CS: This will probably be your first huge DVD too, right?

Green: Yeah, we’re actually having a whole day where we are having the actors back on Tuesday to do some crazy things that we’ve designed and we have some guest actors coming in to do cameo appearances and some stuff – it will totally be freestyle improv stuff. Behind the scenes documentary that the guys there, Darius he’s here all the time everyday catching every bruise and chuckle. It is good to have that kind of a document I think. It would be great if an audience turns out for the movie. I’ve never had the pleasure of having a commercially received movie. This seems as primed for that as I’ve been a part of. The other good thing that would be funny is that “Snow Angels”, my last movie, is probably going to come out in ’08 – I would love nothing more than within a month to have this really bleak heavy winter drama and this totally ridiculous far out stoner comedy – just to give you guys something to write about (laughs). I’ve also woven in some minor subtle links between them too, so we’ll see, they are for totally different audiences, but we’ll see. It’s all a great experiment and experience.

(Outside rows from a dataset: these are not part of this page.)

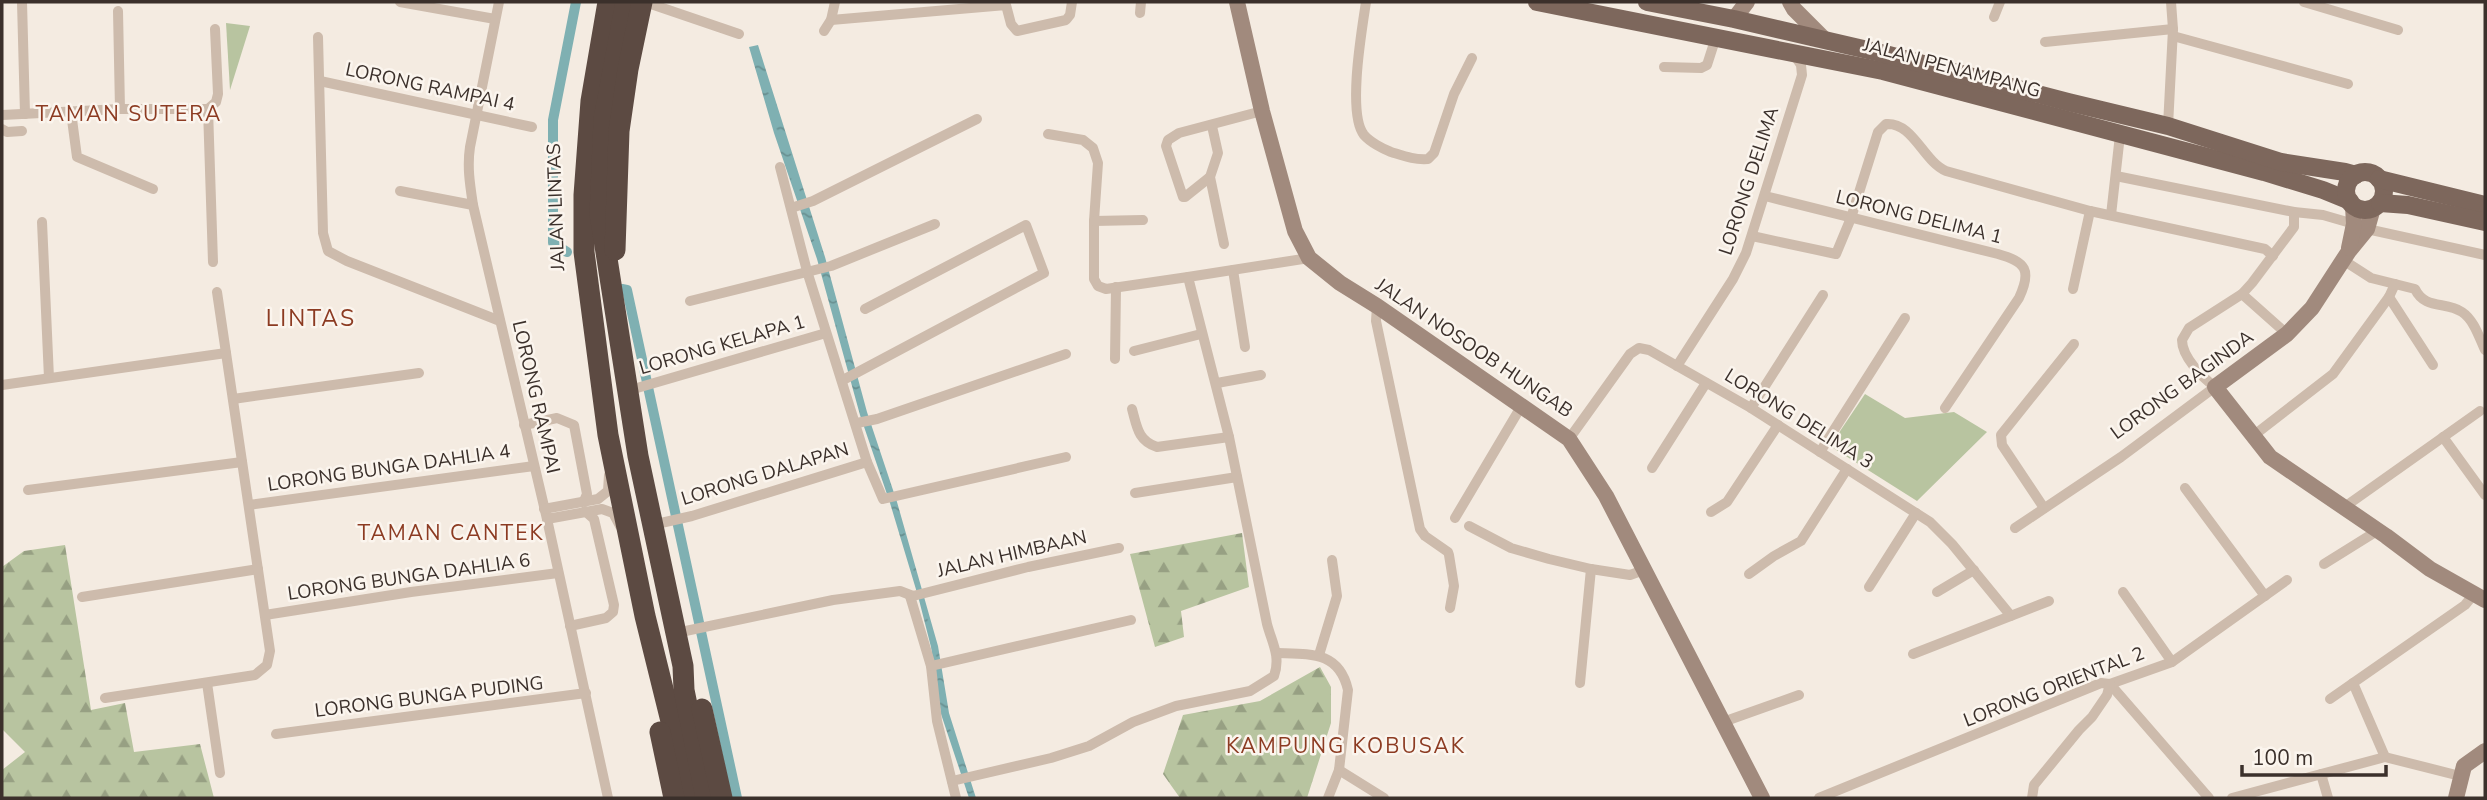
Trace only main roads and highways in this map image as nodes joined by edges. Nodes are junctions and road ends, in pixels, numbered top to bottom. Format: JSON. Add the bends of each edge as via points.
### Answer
{"nodes":[{"id":1,"x":597,"y":2,"type":"edge"},
{"id":2,"x":608,"y":2,"type":"edge"},
{"id":3,"x":626,"y":2,"type":"edge"},
{"id":4,"x":643,"y":2,"type":"edge"},
{"id":5,"x":1237,"y":2,"type":"edge"},
{"id":6,"x":1537,"y":2,"type":"edge"},
{"id":7,"x":1647,"y":2,"type":"edge"},
{"id":8,"x":1748,"y":2,"type":"edge"},
{"id":9,"x":1790,"y":2,"type":"edge"},
{"id":10,"x":1734,"y":19,"type":"junction"},
{"id":11,"x":1740,"y":42,"type":"junction"},
{"id":12,"x":1826,"y":49,"type":"junction"},
{"id":13,"x":2045,"y":96,"type":"junction"},
{"id":14,"x":2050,"y":115,"type":"junction"},
{"id":15,"x":2356,"y":175,"type":"junction"},
{"id":16,"x":2379,"y":179,"type":"junction"},
{"id":17,"x":2485,"y":205,"type":"edge"},
{"id":18,"x":2377,"y":206,"type":"junction"},
{"id":19,"x":2356,"y":215,"type":"junction"},
{"id":20,"x":2485,"y":222,"type":"edge"},
{"id":21,"x":582,"y":260,"type":"junction"},
{"id":22,"x":613,"y":299,"type":"junction"},
{"id":23,"x":2480,"y":597,"type":"edge"},
{"id":24,"x":683,"y":666,"type":"junction"},
{"id":25,"x":659,"y":669,"type":"junction"},
{"id":26,"x":2485,"y":751,"type":"edge"},
{"id":27,"x":674,"y":798,"type":"edge"},
{"id":28,"x":690,"y":798,"type":"edge"},
{"id":29,"x":706,"y":798,"type":"edge"},
{"id":30,"x":722,"y":798,"type":"edge"},
{"id":31,"x":1762,"y":798,"type":"edge"},
{"id":32,"x":2456,"y":798,"type":"edge"}],
"edges":[{"from":1,"to":21,"type":"highway","name":"JALAN LINTAS","via":[[584,61],[574,159]]},
{"from":2,"to":21,"type":"highway","name":"JALAN LINTAS","via":[[591,101]]},
{"from":3,"to":22,"type":"highway","via":[[604,119],[600,175],[600,214]]},
{"from":4,"to":22,"type":"highway","via":[[620,131]]},
{"from":5,"to":31,"type":"main road","name":"JALAN NOSOOB HUNGAB","via":[[1295,232],[1309,258],[1569,439],[1595,475]]},
{"from":6,"to":11,"type":"main road","name":"JALAN PENAMPANG"},
{"from":7,"to":10,"type":"main road","name":"JALAN PENAMPANG"},
{"from":8,"to":10,"type":"main road"},
{"from":9,"to":12,"type":"main road"},
{"from":10,"to":11,"type":"main road"},
{"from":10,"to":12,"type":"main road","name":"JALAN PENAMPANG"},
{"from":11,"to":12,"type":"main road","name":"JALAN PENAMPANG","via":[[1792,51]]},
{"from":12,"to":13,"type":"main road","name":"JALAN PENAMPANG"},
{"from":12,"to":14,"type":"main road","name":"JALAN PENAMPANG"},
{"from":13,"to":14,"type":"main road"},
{"from":13,"to":15,"type":"main road","name":"JALAN PENAMPANG","via":[[2168,126],[2281,162]]},
{"from":14,"to":19,"type":"main road","name":"JALAN PENAMPANG","via":[[2323,190]]},
{"from":15,"to":16,"type":"main road","via":[[2372,174]]},
{"from":15,"to":19,"type":"main road","via":[[2347,187]]},
{"from":16,"to":17,"type":"main road"},
{"from":16,"to":18,"type":"main road","via":[[2384,195]]},
{"from":18,"to":19,"type":"main road"},
{"from":18,"to":20,"type":"main road","via":[[2409,205]]},
{"from":19,"to":23,"type":"main road","name":"LORONG BAGINDA","via":[[2346,256],[2312,308],[2287,334],[2215,387],[2270,457],[2430,569]]},
{"from":21,"to":25,"type":"highway","name":"JALAN LINTAS","via":[[589,343]]},
{"from":22,"to":24,"type":"highway","via":[[684,632]]},
{"from":24,"to":29,"type":"highway"},
{"from":24,"to":30,"type":"highway","via":[[701,706]]},
{"from":25,"to":27,"type":"highway","name":"JALAN LINTAS","via":[[657,714]]},
{"from":25,"to":28,"type":"highway","name":"JALAN LINTAS"},
{"from":26,"to":32,"type":"main road","via":[[2464,766]]}]}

So far there hasn’t been any drastic drama. Everybody is on the same page. We are all just shooting a film and having a lot of fun and hopefully that translates to the audience in the same kind of way.

CS: This is your last night?

Green: Yeah, I’ve been shooting all night all this week and I can’t sleep during the day time so I’m kind of a zombie right now. I’m glad we have that DVD day because otherwise it would be saying goodbye to all these people. You know, I made a ton of new friends on this movie, some days we have like 600 people working on the action scenes and set pieces so it has been huge and I would hate to be totally out of it on my salute away. It would be good to get a couple days, clear head come back and have a good fun loose day where everybody gets crazy and then part ways and maybe gather again for the sequel. You know what I want to do that will never happen, but would be amazing is to do a sequel to “Tango and Cash” and “Pineapple Express” at the same time so you’d get, I like the idea of combining sequels like “Alien” and “Predator” or whatever. Bringing two franchises into the same sequel would be pretty cool. I like the idea of taking the director of another franchise and he directs his actors and I direct mine … doing something weird. Try something different. We’ll see what’s next.

Pineapple Express hits theaters in 2008.